TASK TO COMPLETE » Pictures should be excluded; otherwise, copy every entry exactly.

-------- DATA SHOWN

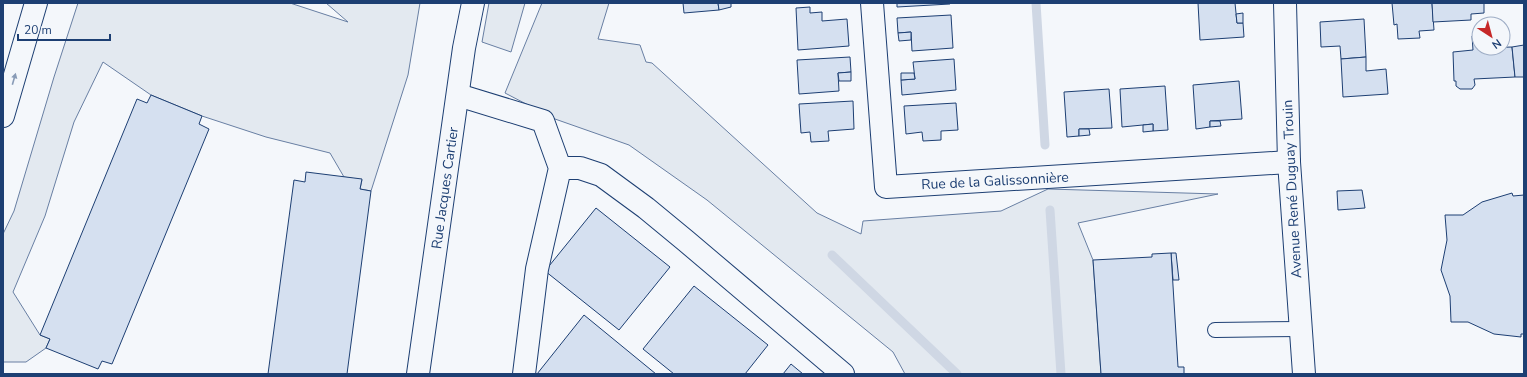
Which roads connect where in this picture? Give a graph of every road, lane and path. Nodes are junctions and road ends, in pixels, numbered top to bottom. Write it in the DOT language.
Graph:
graph roads {
  1 [pos="36,3"];
  2 [pos="473,3"];
  3 [pos="872,3"];
  4 [pos="1285,3"];
  5 [pos="458,95"];
  6 [pos="3,116"];
  7 [pos="1289,162"];
  8 [pos="560,168"];
  9 [pos="1301,329"];
  10 [pos="1215,330"];
  11 [pos="418,374"];
  12 [pos="524,374"];
  13 [pos="843,374"];
  14 [pos="1304,374"];
  6 -- 1 [label="street, one-way"];
  2 -- 5 [label="street, Rue Jacques Cartier"];
  3 -- 7 [label="street, Rue de la Galissonnière"];
  4 -- 7 [label="street, Avenue René Duguay Trouin"];
  5 -- 8 [label="street"];
  5 -- 11 [label="street, Rue Jacques Cartier"];
  7 -- 9 [label="street, Avenue René Duguay Trouin"];
  8 -- 12 [label="street"];
  8 -- 13 [label="street"];
  9 -- 10 [label="lane"];
  9 -- 14 [label="street, Avenue René Duguay Trouin"];
}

----------------

WORKED SOLUTION »
Which roads connect where in this picture? Give a graph of every road, lane and path. Nodes are junctions and road ends, in pixels, numbered top to bottom. Write it in the DOT language.
Graph:
graph roads {
  1 [pos="36,3"];
  2 [pos="473,3"];
  3 [pos="872,3"];
  4 [pos="1285,3"];
  5 [pos="458,95"];
  6 [pos="3,116"];
  7 [pos="1289,162"];
  8 [pos="560,168"];
  9 [pos="1301,329"];
  10 [pos="1215,330"];
  11 [pos="418,374"];
  12 [pos="524,374"];
  13 [pos="843,374"];
  14 [pos="1304,374"];
  6 -- 1 [label="street, one-way"];
  2 -- 5 [label="street, Rue Jacques Cartier"];
  3 -- 7 [label="street, Rue de la Galissonnière"];
  4 -- 7 [label="street, Avenue René Duguay Trouin"];
  5 -- 8 [label="street"];
  5 -- 11 [label="street, Rue Jacques Cartier"];
  7 -- 9 [label="street, Avenue René Duguay Trouin"];
  8 -- 12 [label="street"];
  8 -- 13 [label="street"];
  9 -- 10 [label="lane"];
  9 -- 14 [label="street, Avenue René Duguay Trouin"];
}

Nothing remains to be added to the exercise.